Agriculture intensive : préserver les corridors
Si la distance est un paramètre essentiel de la connectivité, la nature des corridors constitue par ailleurs un facteur déterminant. Ainsi a-t-on pu vérifier que les haies à végétation dense, en bord de chemin, sont plus favorables au mouvement que les haies dont la végétation est peu abondante suite, par exemple, au pâturage du bord des talus.
Dans les paysages d'agriculture intensive les bords de champs jouent donc un rôle clef pour le maintien de la biodiversité. Leur efficacité comme corridor et la définition de la qualité de l'habitat qu'ils procurent aux différentes espèces dépendent de leurs modalités de gestion. Ils peuvent être fauchés, pâturés, entretenus par épandage d'herbicide, brûlés... Ces différentes pratiques agissent sur les communautés animales et végétales en influençant d'une part la structure de la végétation et d'autre part la diversité floristique de la strate herbacée qui, par exemple, diminue lorsque les épandages d'herbicides deviennent fréquents.

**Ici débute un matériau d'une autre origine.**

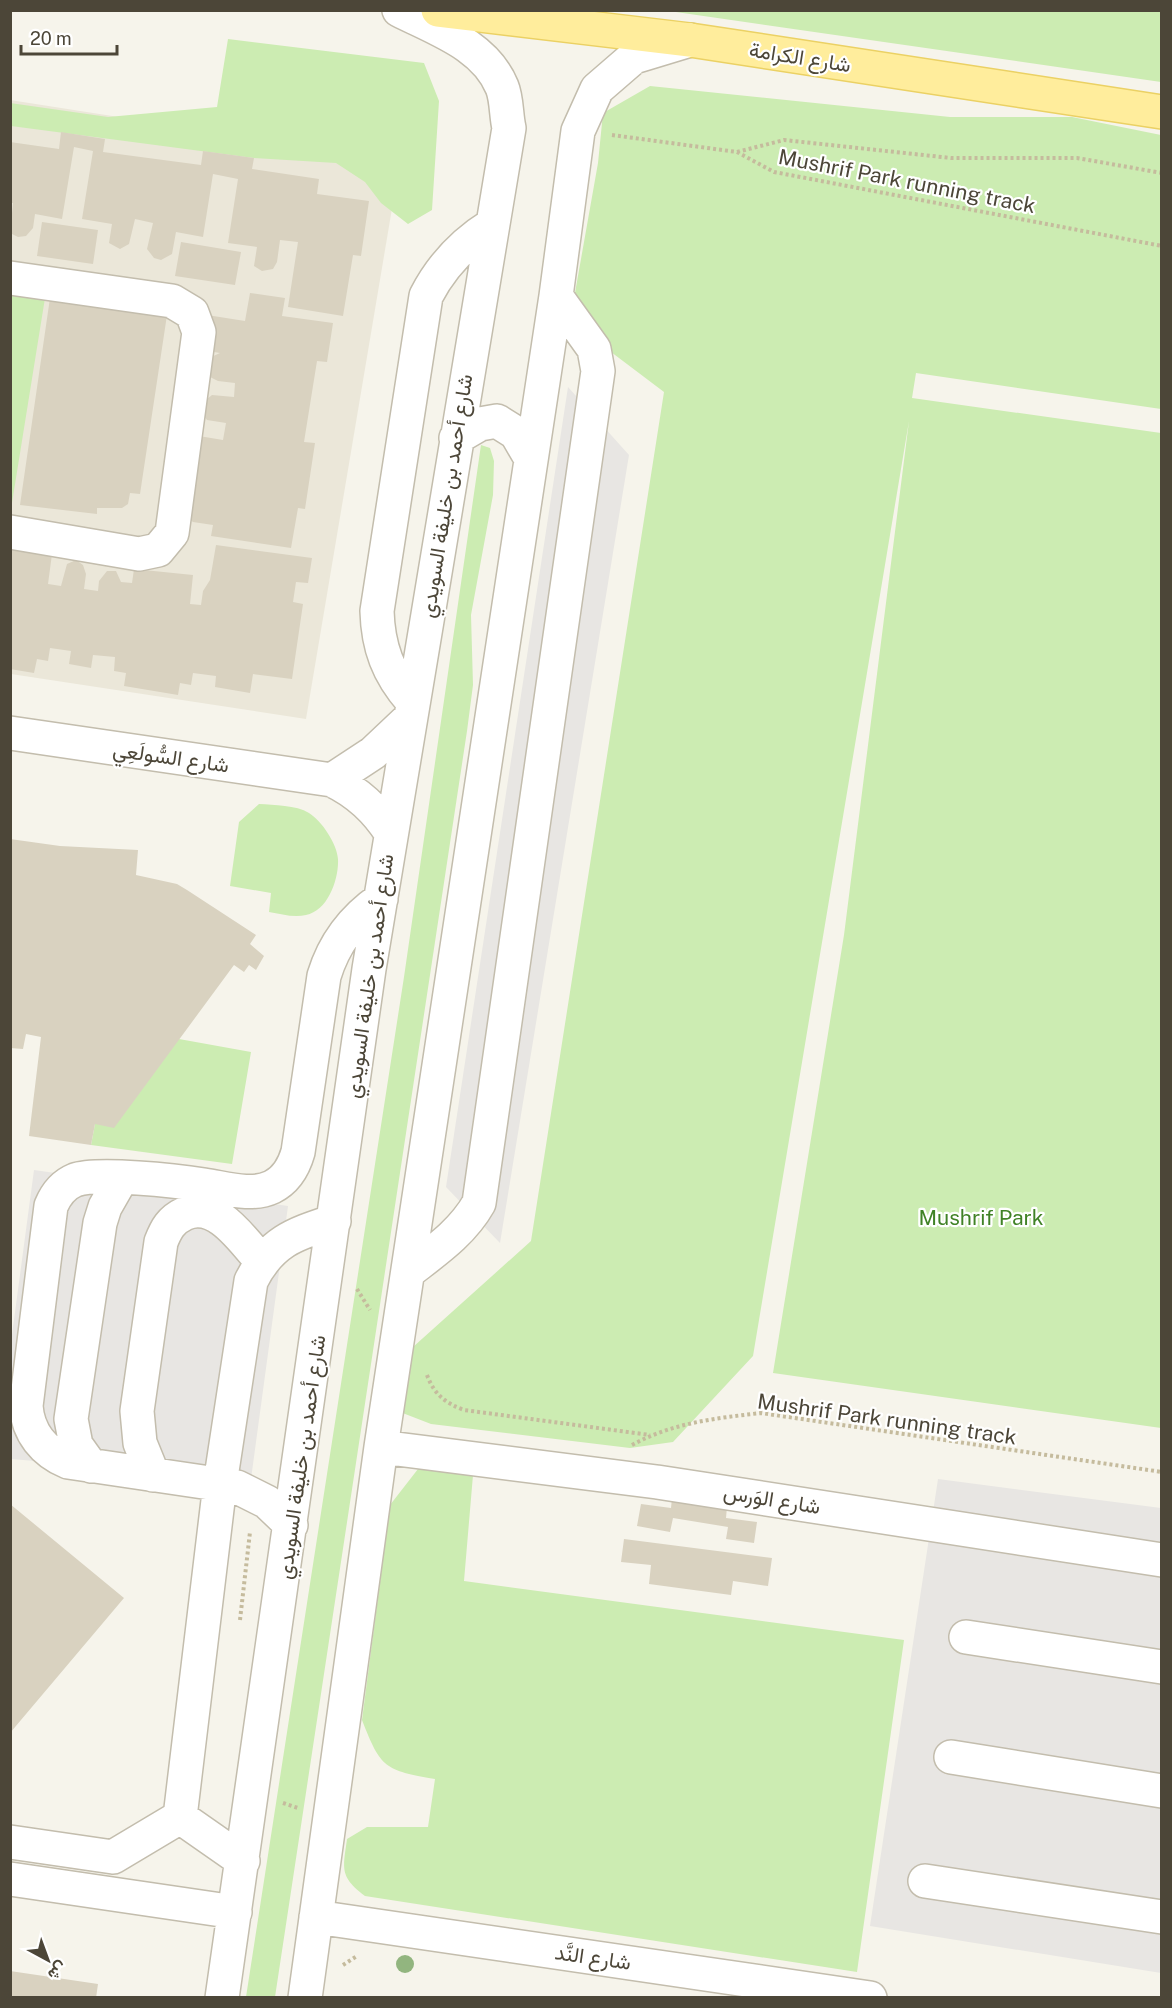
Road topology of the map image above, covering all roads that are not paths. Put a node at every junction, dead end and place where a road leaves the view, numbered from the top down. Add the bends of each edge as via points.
1 (399, 10) edge
2 (438, 10) edge
3 (690, 40) junction
4 (1161, 112) edge
5 (492, 225) junction
6 (10, 278) edge
7 (556, 296) junction
8 (456, 438) junction
9 (530, 457) junction
10 (10, 532) edge
11 (411, 710) junction
12 (10, 734) edge
13 (332, 780) junction
14 (391, 833) junction
15 (381, 899) junction
16 (121, 1179) junction
17 (334, 1221) junction
18 (262, 1262) junction
19 (408, 1272) junction
20 (381, 1447) junction
21 (91, 1466) junction
22 (153, 1474) junction
23 (220, 1485) junction
24 (291, 1525) junction
25 (1161, 1560) edge
26 (966, 1637) dead end
27 (1161, 1667) edge
28 (951, 1757) dead end
29 (1161, 1791) edge
30 (180, 1817) junction
31 (10, 1842) edge
32 (112, 1857) junction
33 (243, 1861) junction
34 (10, 1879) edge
35 (926, 1881) dead end
36 (112, 1894) junction
37 (235, 1912) junction
38 (316, 1917) junction
39 (1161, 1917) edge
40 (222, 1998) edge
41 (305, 1998) edge
42 (870, 1998) edge

1 - 5 street, شارع أحمد بن خليفة السويدي via 458,40 483,59 502,87 508,128
2 - 3 main road, شارع الكرامة
3 - 4 main road, شارع الكرامة
3 - 7 street via 634,57 597,89 578,131
5 - 8 street, شارع أحمد بن خليفة السويدي
5 - 11 street via 458,250 426,296 378,611 381,651
6 - 10 street via 172,302 192,313 199,332 172,533 158,550 139,554
7 - 9 street
7 - 19 street via 594,349 598,371 481,1192 468,1222
8 - 9 street via 480,424 497,421 516,433
8 - 11 street, شارع أحمد بن خليفة السويدي
9 - 19 street
11 - 13 street via 374,753
11 - 14 street, شارع أحمد بن خليفة السويدي
12 - 13 street, شارع السُّولَعِي
13 - 14 street, شارع السُّولَعِي via 371,807
14 - 15 street, شارع أحمد بن خليفة السويدي
15 - 16 street via 345,932 329,961 298,1152 282,1180 266,1189 248,1192 172,1180
15 - 17 street, شارع أحمد بن خليفة السويدي
16 - 21 street via 100,1223 71,1419 76,1445
16 - 21 street via 77,1179 55,1198 26,1406 32,1429 46,1449 68,1462
17 - 18 street via 287,1238
17 - 24 street, شارع أحمد بن خليفة السويدي
18 - 22 street via 213,1214 187,1212 165,1229 137,1411 140,1443
18 - 23 street via 249,1292
19 - 20 street
20 - 25 street, شارع الوَرس via 584,1473
20 - 38 street
21 - 22 street
22 - 23 street
23 - 24 street via 252,1493
23 - 30 street
24 - 33 street, شارع أحمد بن خليفة السويدي
26 - 27 street
28 - 29 street
30 - 32 street
30 - 33 street
31 - 32 street
32 - 36 street
33 - 37 street, شارع أحمد بن خليفة السويدي
34 - 36 street
35 - 39 street
36 - 37 street
37 - 40 street, شارع أحمد بن خليفة السويدي
38 - 41 street
38 - 42 street, شارع النَّد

Le choix des modalités de gestion est fait chaque année par l'agriculteur en fonction de la culture adjacente au bord de champ, du temps de travail disponible sur l'exploitation et de l'organisation globale de son système de production. Par exemple, les bordures le long des maïs, qui ne peuvent être fauchées en fin d'été, sont de plus en plus souvent entretenues avec de l'herbicide épandu au printemps. Les successions culturales influencent donc fortement la richesse spécifique des bords de champs.
Appliquée aux invertébrés, l’analyse de la connectivité peut être étendue à toutes les espèces animales et végétales. Elle explique les mécanismes d’interdépendance entre agencement de l’espace et préservation de la diversité biologique. Que de perspectives pour les gestionnaires de l’espace…

Cet article a été rédigé à la lecture du livre de Françoise Burel « l’Écologie du paysage » et de son article « Les principes de l’écologie du paysage, et leur application à la conservation des invertébrés dans l’espace agricole ».